**Activity:**
Apart from the pictures, which must be omitted, restate the data exactly.

**Task input:**
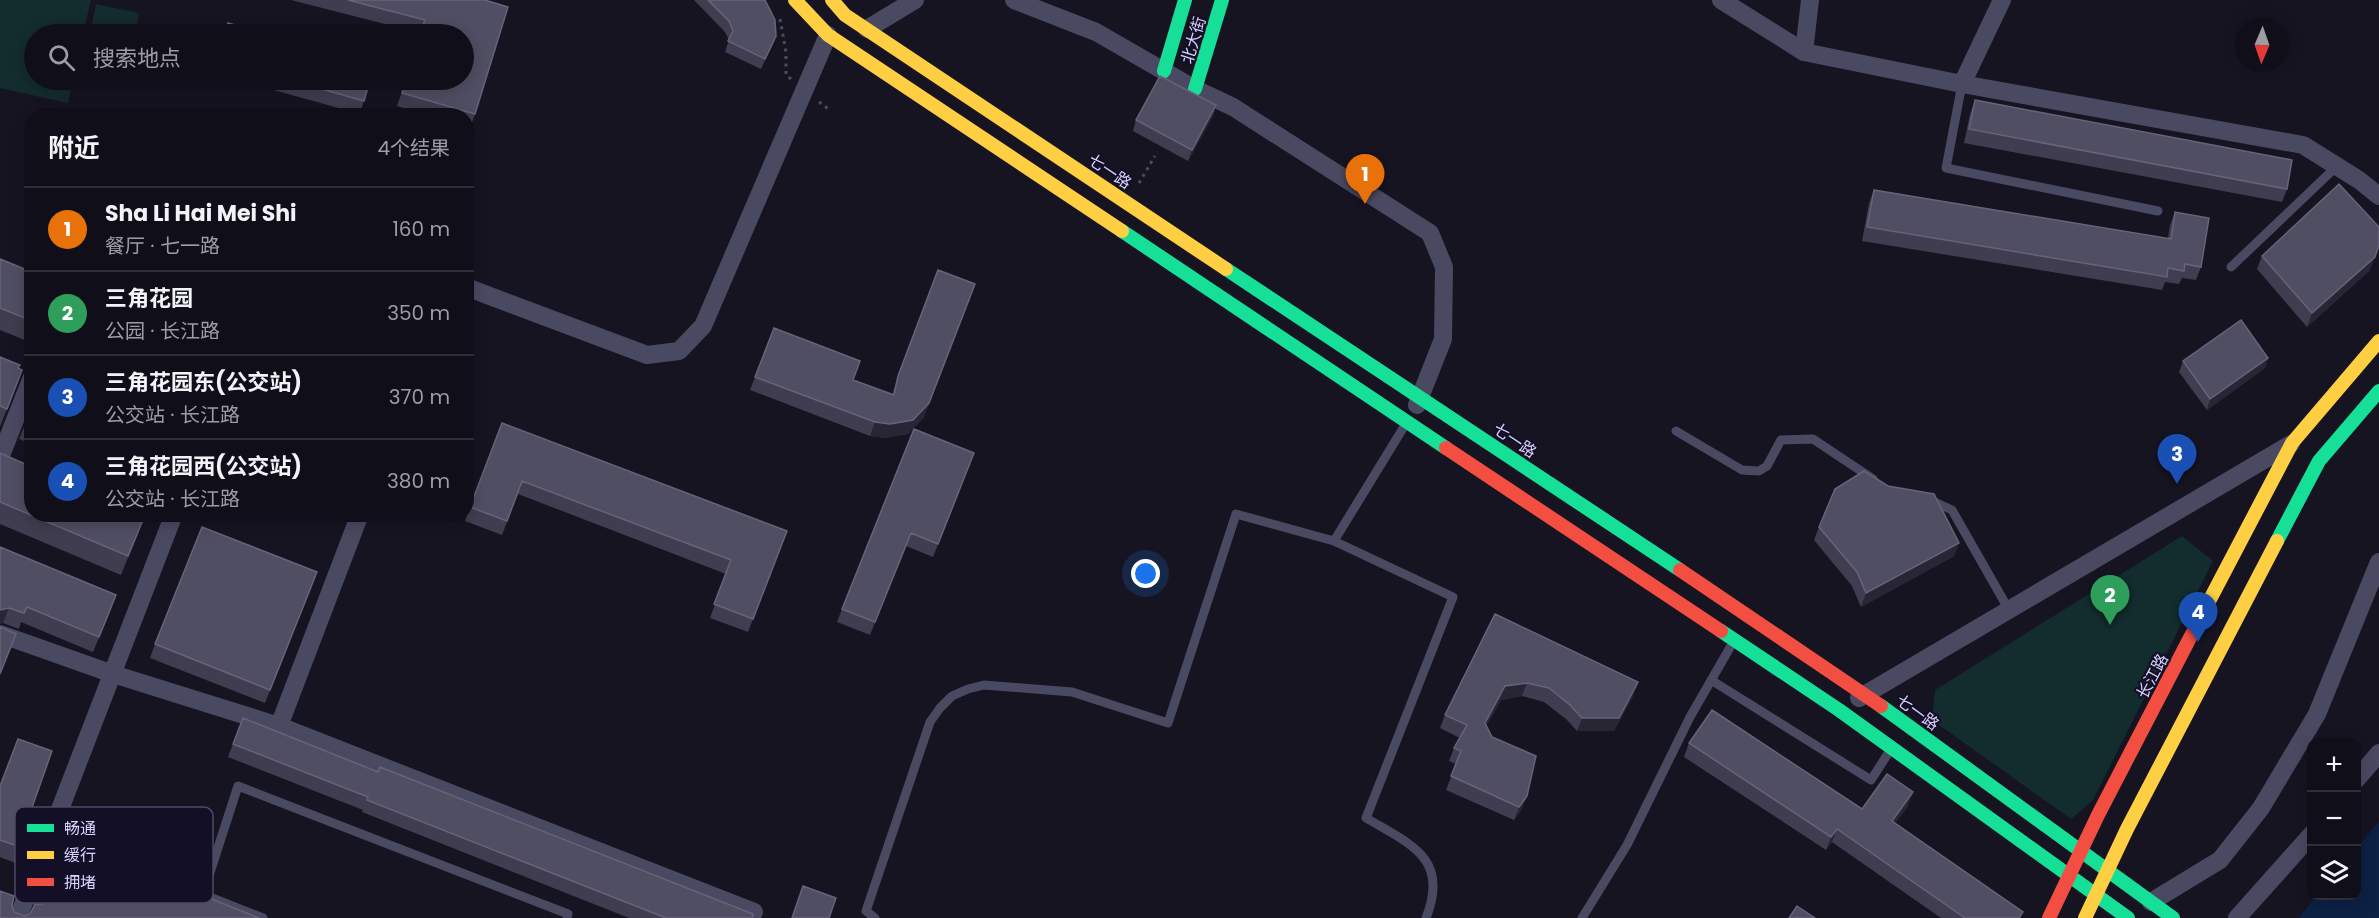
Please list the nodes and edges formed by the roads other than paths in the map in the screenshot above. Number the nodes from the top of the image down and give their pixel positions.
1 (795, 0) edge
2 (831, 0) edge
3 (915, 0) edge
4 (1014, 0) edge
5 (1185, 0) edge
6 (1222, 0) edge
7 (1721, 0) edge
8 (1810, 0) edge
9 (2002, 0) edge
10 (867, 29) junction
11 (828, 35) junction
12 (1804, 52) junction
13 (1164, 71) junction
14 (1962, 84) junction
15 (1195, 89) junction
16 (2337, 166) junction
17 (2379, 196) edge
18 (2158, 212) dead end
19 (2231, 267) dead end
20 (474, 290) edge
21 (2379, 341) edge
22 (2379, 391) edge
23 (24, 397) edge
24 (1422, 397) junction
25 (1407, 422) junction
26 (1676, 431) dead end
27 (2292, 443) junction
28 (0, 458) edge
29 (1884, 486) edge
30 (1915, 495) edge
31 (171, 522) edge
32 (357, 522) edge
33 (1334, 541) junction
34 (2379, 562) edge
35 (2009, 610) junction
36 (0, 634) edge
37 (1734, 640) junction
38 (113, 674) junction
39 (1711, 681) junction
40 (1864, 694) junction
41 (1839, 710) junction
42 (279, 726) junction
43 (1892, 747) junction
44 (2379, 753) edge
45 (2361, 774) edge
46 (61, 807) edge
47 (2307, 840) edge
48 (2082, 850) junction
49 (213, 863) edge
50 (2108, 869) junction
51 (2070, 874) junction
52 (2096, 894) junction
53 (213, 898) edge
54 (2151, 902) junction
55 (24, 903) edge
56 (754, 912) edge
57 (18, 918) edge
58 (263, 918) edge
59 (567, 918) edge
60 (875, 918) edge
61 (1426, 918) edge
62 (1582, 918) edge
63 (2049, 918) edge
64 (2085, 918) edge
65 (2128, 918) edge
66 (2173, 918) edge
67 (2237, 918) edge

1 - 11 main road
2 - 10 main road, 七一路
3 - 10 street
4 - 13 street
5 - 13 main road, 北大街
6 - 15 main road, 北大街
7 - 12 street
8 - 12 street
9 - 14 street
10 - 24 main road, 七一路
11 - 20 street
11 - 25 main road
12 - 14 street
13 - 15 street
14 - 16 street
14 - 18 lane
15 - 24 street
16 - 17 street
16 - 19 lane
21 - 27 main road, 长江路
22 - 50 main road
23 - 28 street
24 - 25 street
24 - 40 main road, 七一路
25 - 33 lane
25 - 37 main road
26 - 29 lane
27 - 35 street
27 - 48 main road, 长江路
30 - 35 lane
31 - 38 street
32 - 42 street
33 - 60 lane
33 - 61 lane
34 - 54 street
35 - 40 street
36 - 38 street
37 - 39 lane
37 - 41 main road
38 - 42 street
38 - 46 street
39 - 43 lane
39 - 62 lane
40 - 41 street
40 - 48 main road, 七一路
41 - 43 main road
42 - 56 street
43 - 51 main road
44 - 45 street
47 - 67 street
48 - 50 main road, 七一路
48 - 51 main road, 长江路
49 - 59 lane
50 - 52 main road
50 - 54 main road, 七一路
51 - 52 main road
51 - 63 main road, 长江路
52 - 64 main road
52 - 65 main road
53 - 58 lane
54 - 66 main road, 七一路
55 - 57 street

**Output of the exercise:**
Please list the nodes and edges formed by the roads other than paths in the map in the screenshot above. Number the nodes from the top of the image down and give their pixel positions.
1 (795, 0) edge
2 (831, 0) edge
3 (915, 0) edge
4 (1014, 0) edge
5 (1185, 0) edge
6 (1222, 0) edge
7 (1721, 0) edge
8 (1810, 0) edge
9 (2002, 0) edge
10 (867, 29) junction
11 (828, 35) junction
12 (1804, 52) junction
13 (1164, 71) junction
14 (1962, 84) junction
15 (1195, 89) junction
16 (2337, 166) junction
17 (2379, 196) edge
18 (2158, 212) dead end
19 (2231, 267) dead end
20 (474, 290) edge
21 (2379, 341) edge
22 (2379, 391) edge
23 (24, 397) edge
24 (1422, 397) junction
25 (1407, 422) junction
26 (1676, 431) dead end
27 (2292, 443) junction
28 (0, 458) edge
29 (1884, 486) edge
30 (1915, 495) edge
31 (171, 522) edge
32 (357, 522) edge
33 (1334, 541) junction
34 (2379, 562) edge
35 (2009, 610) junction
36 (0, 634) edge
37 (1734, 640) junction
38 (113, 674) junction
39 (1711, 681) junction
40 (1864, 694) junction
41 (1839, 710) junction
42 (279, 726) junction
43 (1892, 747) junction
44 (2379, 753) edge
45 (2361, 774) edge
46 (61, 807) edge
47 (2307, 840) edge
48 (2082, 850) junction
49 (213, 863) edge
50 (2108, 869) junction
51 (2070, 874) junction
52 (2096, 894) junction
53 (213, 898) edge
54 (2151, 902) junction
55 (24, 903) edge
56 (754, 912) edge
57 (18, 918) edge
58 (263, 918) edge
59 (567, 918) edge
60 (875, 918) edge
61 (1426, 918) edge
62 (1582, 918) edge
63 (2049, 918) edge
64 (2085, 918) edge
65 (2128, 918) edge
66 (2173, 918) edge
67 (2237, 918) edge

1 - 11 main road
2 - 10 main road, 七一路
3 - 10 street
4 - 13 street
5 - 13 main road, 北大街
6 - 15 main road, 北大街
7 - 12 street
8 - 12 street
9 - 14 street
10 - 24 main road, 七一路
11 - 20 street
11 - 25 main road
12 - 14 street
13 - 15 street
14 - 16 street
14 - 18 lane
15 - 24 street
16 - 17 street
16 - 19 lane
21 - 27 main road, 长江路
22 - 50 main road
23 - 28 street
24 - 25 street
24 - 40 main road, 七一路
25 - 33 lane
25 - 37 main road
26 - 29 lane
27 - 35 street
27 - 48 main road, 长江路
30 - 35 lane
31 - 38 street
32 - 42 street
33 - 60 lane
33 - 61 lane
34 - 54 street
35 - 40 street
36 - 38 street
37 - 39 lane
37 - 41 main road
38 - 42 street
38 - 46 street
39 - 43 lane
39 - 62 lane
40 - 41 street
40 - 48 main road, 七一路
41 - 43 main road
42 - 56 street
43 - 51 main road
44 - 45 street
47 - 67 street
48 - 50 main road, 七一路
48 - 51 main road, 长江路
49 - 59 lane
50 - 52 main road
50 - 54 main road, 七一路
51 - 52 main road
51 - 63 main road, 长江路
52 - 64 main road
52 - 65 main road
53 - 58 lane
54 - 66 main road, 七一路
55 - 57 street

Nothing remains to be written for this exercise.